Scapular Fracture

You have a fracture (break in bone) of your scapula. This is your shoulder blade. It is the large flat bone behind your shoulder. This is also the bone that makes up the ball and socket joint of your shoulder. Most of the time surgery is not required for injuries to this bone unless the socket of the shoulder joint is involved.

DIAGNOSIS

Because of the severity of force usually required to break this bone, x-rays are often taken of other bones likely to be injured at the same time. X-rays of the hip, knee, and pelvis may be taken. Specialized x-rays (arteriograms) may be needed if there are injuries to large blood vessels associated with this injury.

HOME CARE INSTRUCTIONS

  • Simple fractures of the scapula can be treated with a sling and swathe type of immobilization. This means the involved area is held in place by putting the arm in a sling. A wrap is made around the upper arm with the sling holding the arm next to the chest. This may be removed for bathing as instructed by your caregiver.

  • Apply ice to the injury for 15 to 20 minutes 3 to 4 times per day. Put the ice in a plastic bag. Place a towel between the bag of ice and your skin, splint, or immobilization device.

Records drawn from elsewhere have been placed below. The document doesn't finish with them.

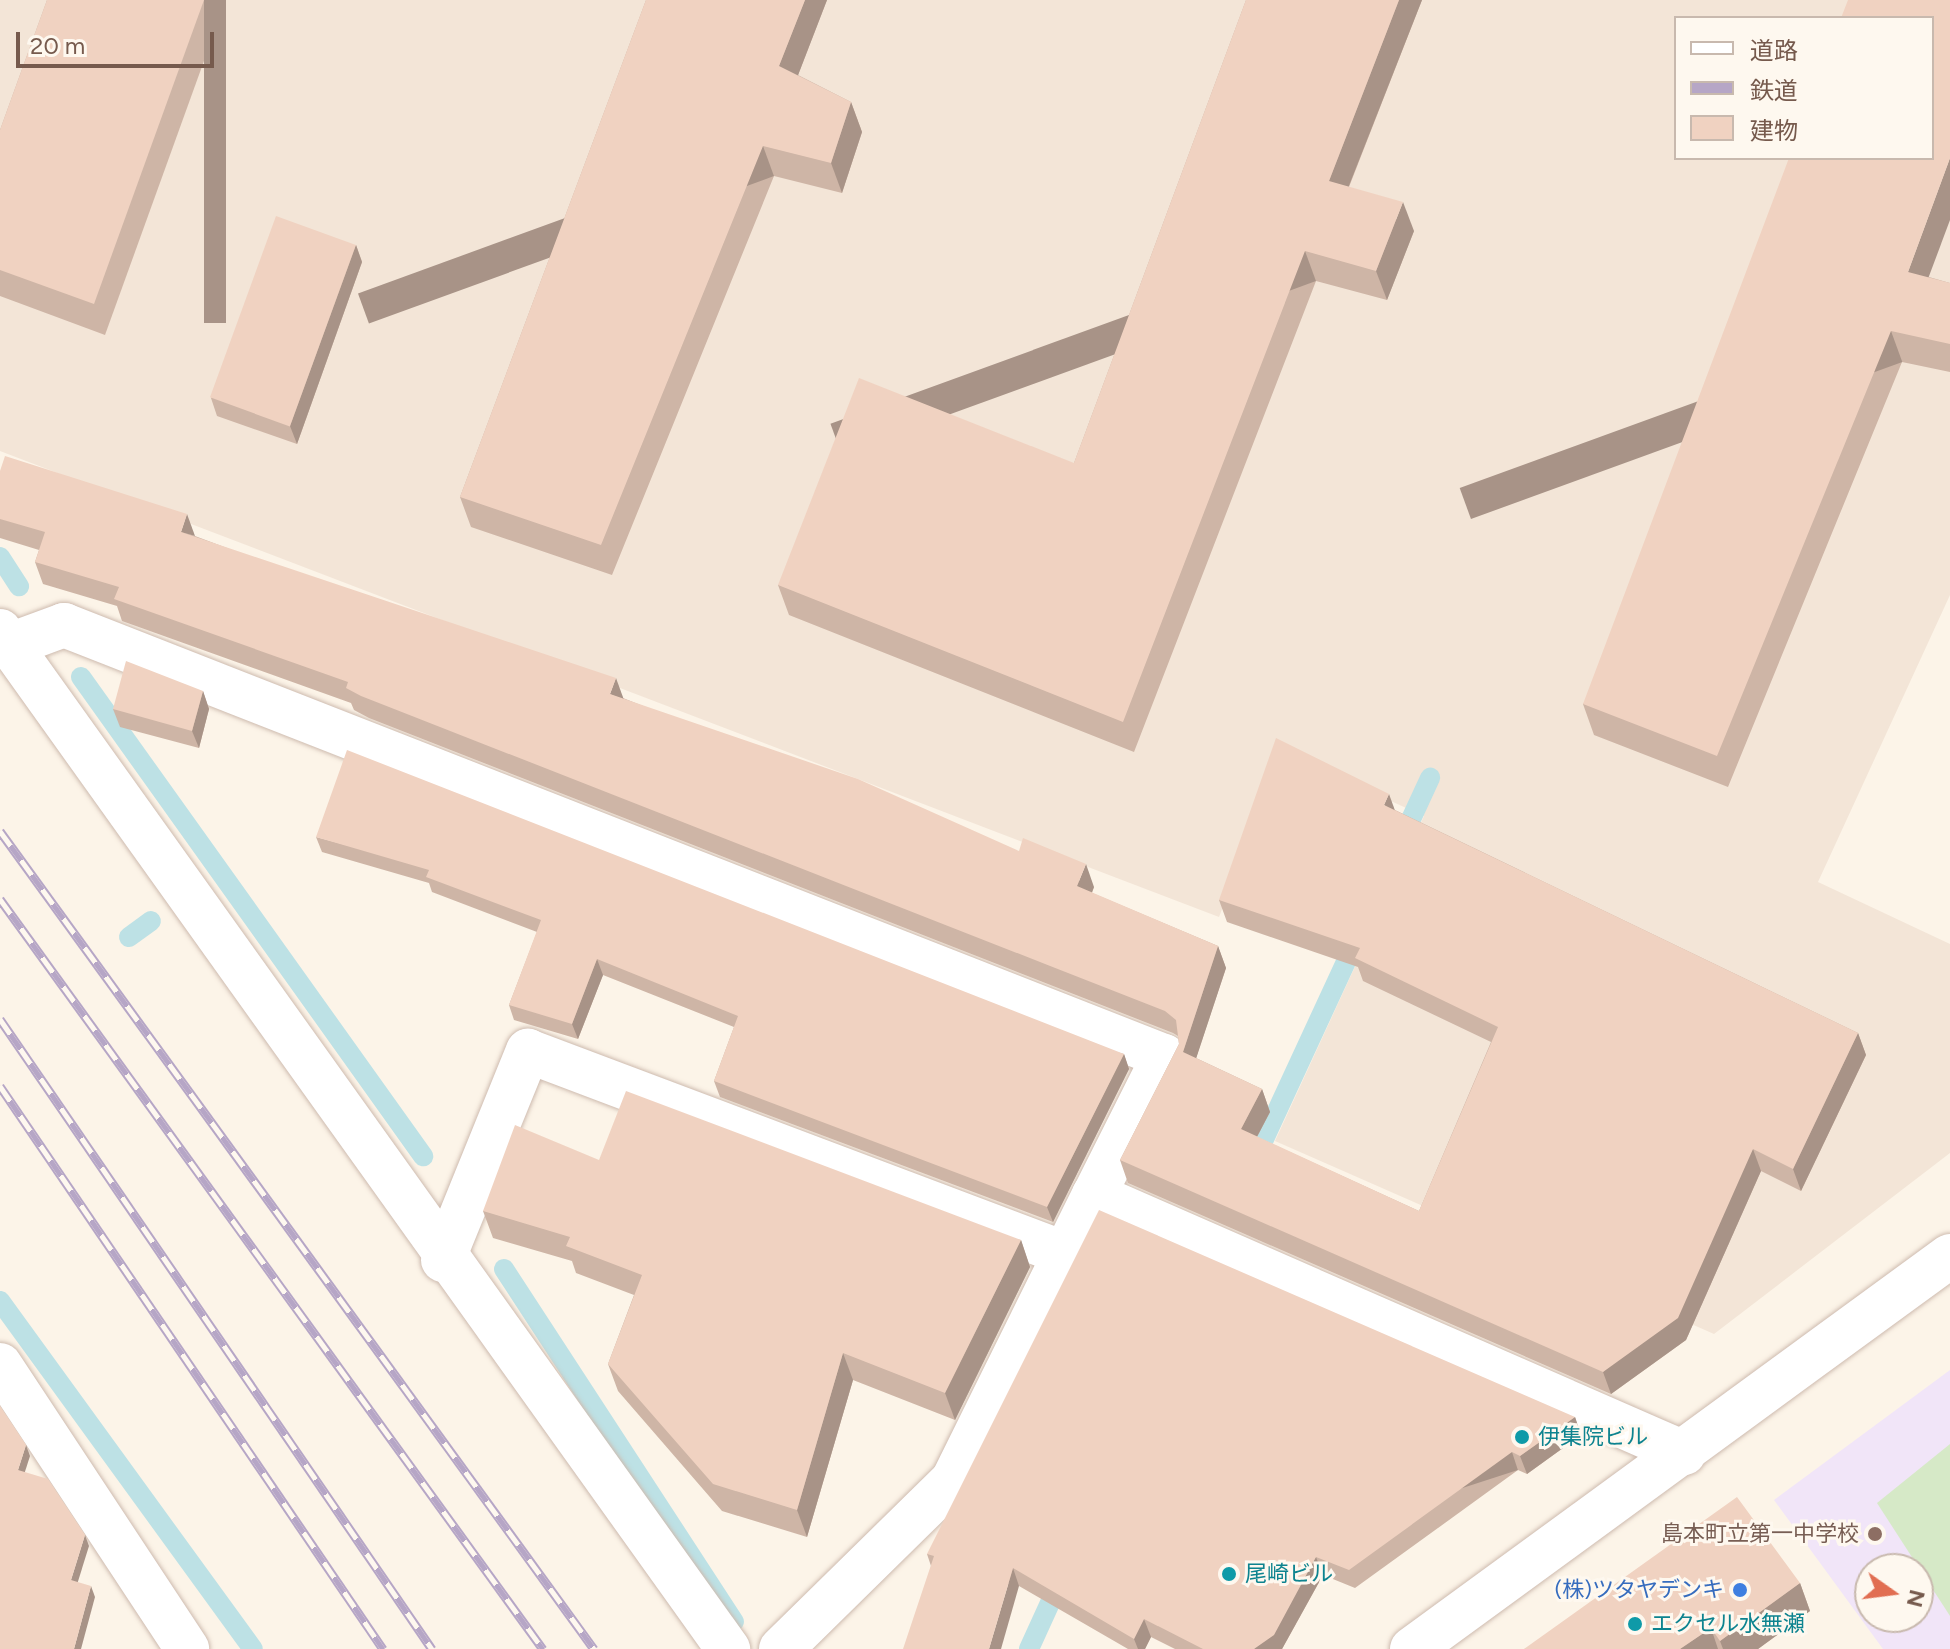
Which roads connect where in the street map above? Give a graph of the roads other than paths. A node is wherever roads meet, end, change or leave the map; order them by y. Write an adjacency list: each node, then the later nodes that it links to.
1 (5, 638): 2 (street); 5 (street)
2 (1094, 1195): 3 (street); 7 (street)
3 (1061, 1252): 5 (street); 10 (street)
4 (1950, 1256): 7 (street)
5 (443, 1260): 9 (street)
6 (0, 1365): 8 (street)
7 (1684, 1453): 11 (street)
8 (187, 1649)
9 (728, 1649)
10 (781, 1649)
11 (1412, 1649)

  • Do not resume use until instructed by your caregiver. Usually full rehabilitation (exercises to improve the injury site) will begin sometime after the sling and swathe are removed. Then begin use gradually as directed. Do not increase use to the point of pain. If pain develops, decrease use and continue the above measures. Slowly increase activities that do not cause discomfort until you gradually achieve normal use without pain.

  • Only take over-the-counter or prescription medicines for pain, discomfort, or fever as directed by your caregiver.

SEEK IMMEDIATE MEDICAL CARE IF:

  • Your pain and swelling increase and is uncontrolled with medications.

  • You develop new, unexplained symptoms or an increase of the symptoms which brought you to your caregiver.

  • You develop shortness or breath or cough up blood.

  • You are unable to move your arm or fingers. You develop warmth and swelling in your affected arm.

  • You develop an unexplained temperature.